Description of the task » All the entries need to be quoted exactly, apart from the pictures, which you should drop.
───── Provided records ─────
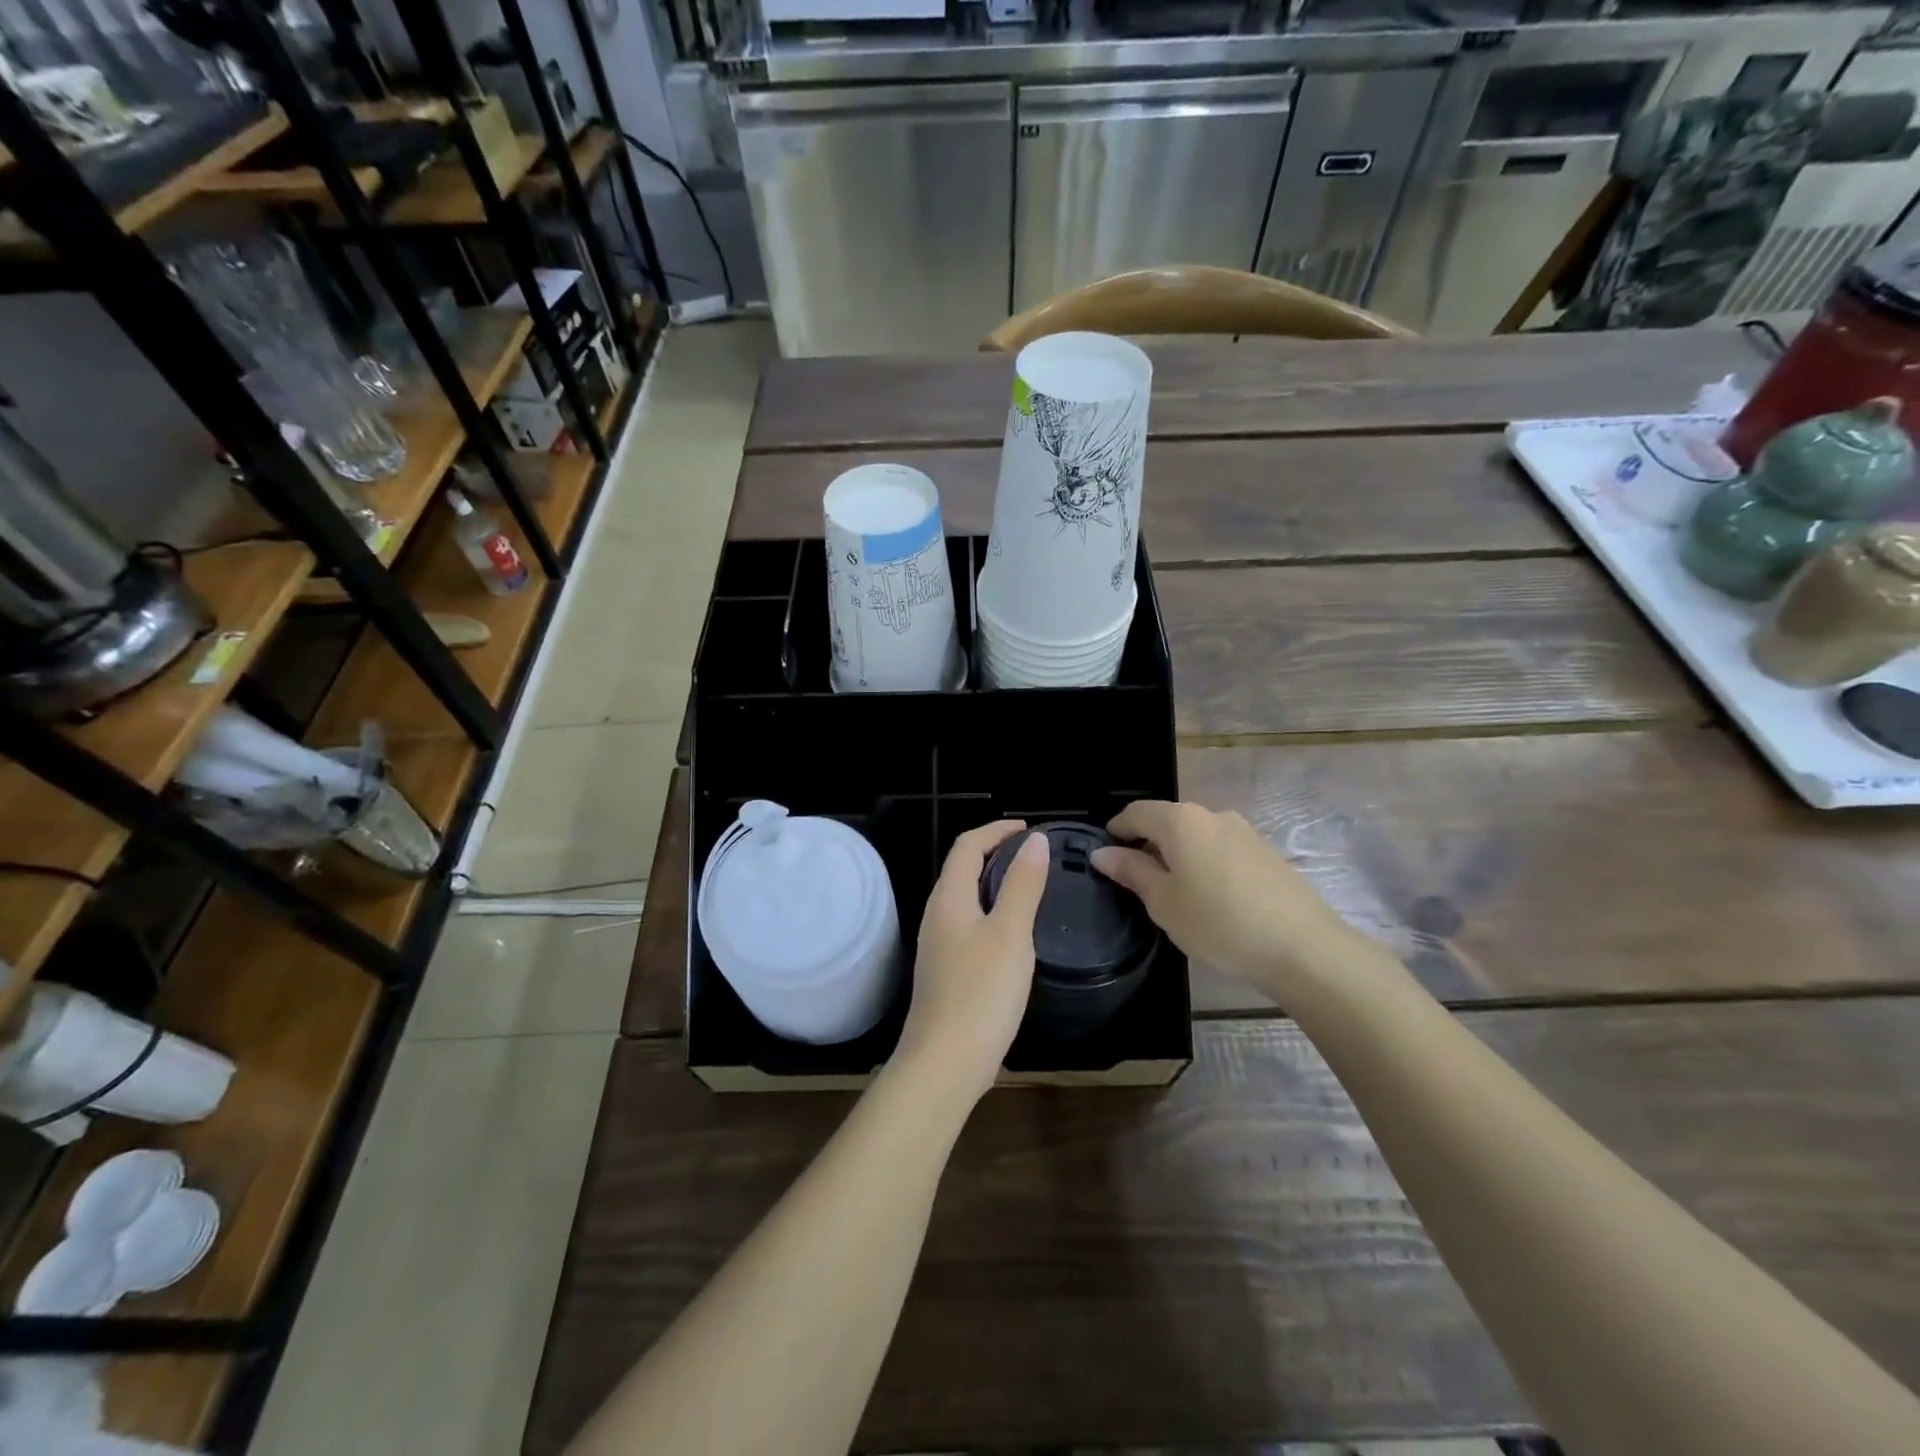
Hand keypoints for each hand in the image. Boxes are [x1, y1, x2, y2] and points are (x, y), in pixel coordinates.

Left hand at [894, 821, 1049, 1101]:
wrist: (944, 1063)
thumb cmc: (981, 994)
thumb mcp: (1010, 934)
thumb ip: (1023, 885)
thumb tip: (1034, 840)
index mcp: (949, 898)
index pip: (967, 846)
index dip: (996, 830)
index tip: (1028, 829)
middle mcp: (937, 915)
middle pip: (962, 869)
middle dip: (995, 853)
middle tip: (1034, 856)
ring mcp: (938, 945)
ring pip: (965, 898)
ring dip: (993, 883)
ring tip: (1029, 887)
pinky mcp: (945, 971)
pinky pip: (968, 924)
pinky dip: (991, 912)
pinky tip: (1014, 934)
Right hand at [1091, 800, 1356, 995]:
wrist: (1303, 947)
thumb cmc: (1219, 923)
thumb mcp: (1163, 902)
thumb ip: (1132, 871)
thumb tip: (1103, 853)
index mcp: (1181, 821)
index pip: (1136, 812)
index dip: (1116, 830)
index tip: (1105, 854)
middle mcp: (1212, 815)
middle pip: (1168, 821)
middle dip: (1147, 844)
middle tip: (1136, 881)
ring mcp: (1244, 832)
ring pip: (1196, 835)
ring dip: (1178, 855)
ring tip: (1173, 893)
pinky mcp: (1265, 852)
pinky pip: (1220, 849)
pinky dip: (1204, 864)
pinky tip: (1209, 898)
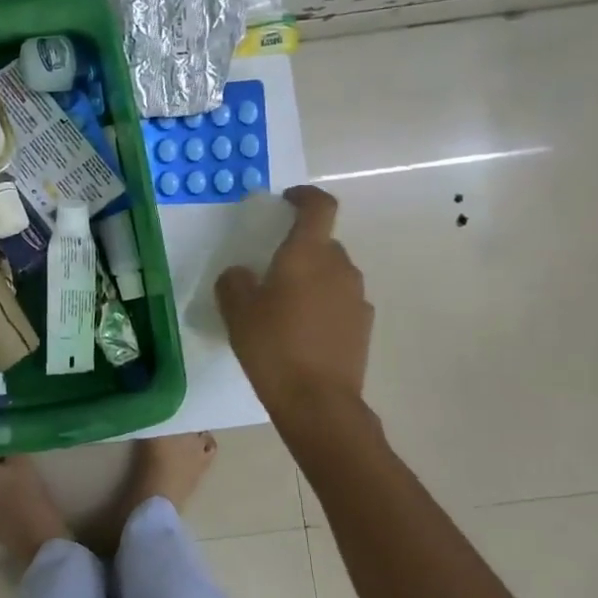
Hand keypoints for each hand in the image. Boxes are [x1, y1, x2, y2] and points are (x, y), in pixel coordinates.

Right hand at [215, 185, 372, 411]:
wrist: (318, 401)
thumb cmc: (273, 346)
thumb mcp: (237, 311)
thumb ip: (235, 281)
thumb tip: (242, 274)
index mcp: (308, 254)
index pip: (319, 206)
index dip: (304, 196)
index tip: (286, 200)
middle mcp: (339, 267)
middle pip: (322, 242)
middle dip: (299, 247)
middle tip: (271, 268)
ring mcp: (357, 297)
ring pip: (332, 273)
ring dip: (312, 278)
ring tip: (285, 305)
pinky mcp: (363, 325)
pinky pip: (340, 300)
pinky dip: (323, 304)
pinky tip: (302, 331)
─────
Solution for this task »
Hand keypoints for each hand in the image. Boxes are [x1, y1, x2, y2] and points are (x, y), in pixel coordinates.

Left hand at [894, 821, 1049, 1101]:
wrist: (944, 1063)
thumb cmc: (981, 994)
thumb mcp: (1010, 934)
thumb ip: (1023, 885)
thumb tip: (1034, 840)
index mcp: (949, 898)
index pip: (967, 846)
index dip: (996, 830)
index tip: (1028, 829)
middle mcp: (937, 915)
middle pip: (962, 869)
middle dip: (995, 853)
middle tip: (1034, 856)
ring mcp: (938, 945)
ring pip: (965, 898)
ring dip: (993, 883)
ring tip: (1029, 887)
pinky mcp: (945, 971)
pinky pip: (968, 924)
pinky dip: (991, 912)
pinky tip: (1014, 934)
Right hand at [1091, 800, 1356, 995]:
wrist: (1303, 947)
thumb cmc: (1219, 923)
thumb mcp: (1163, 902)
thumb ip: (1132, 871)
thumb tip: (1103, 853)
index mcp: (1181, 821)
index pip: (1136, 812)
index dip: (1116, 830)
index tip: (1105, 854)
middle mcp: (1212, 815)
middle pip: (1168, 821)
middle dip: (1147, 844)
middle tip: (1136, 881)
ring mcp: (1244, 832)
ring pip: (1196, 835)
ring dip: (1178, 855)
ring tip: (1173, 893)
pinky mcp: (1265, 852)
pinky pip: (1220, 849)
pinky dip: (1204, 864)
pinky tip: (1209, 898)
Hand keypoints for each hand in the image. Boxes are [x1, y1, x2, y2] and points are (x, y), in pixel coordinates.

Right hand at [215, 185, 372, 411]:
wrist: (318, 401)
thumb cmc: (273, 346)
thumb mcp: (237, 311)
thumb ip: (235, 281)
thumb tip: (242, 274)
index mcp: (308, 254)
index pip: (319, 206)
index dip: (304, 196)
index tip: (286, 200)
middle mcp: (339, 267)
middle pip: (322, 242)
middle dip: (299, 247)
middle tip: (271, 268)
ring mcp: (357, 297)
ring pip: (332, 273)
ring dip: (312, 278)
ring tip: (285, 305)
pinky mcp: (363, 325)
pinky pip: (340, 300)
pinky dip: (323, 304)
pinky tip: (302, 331)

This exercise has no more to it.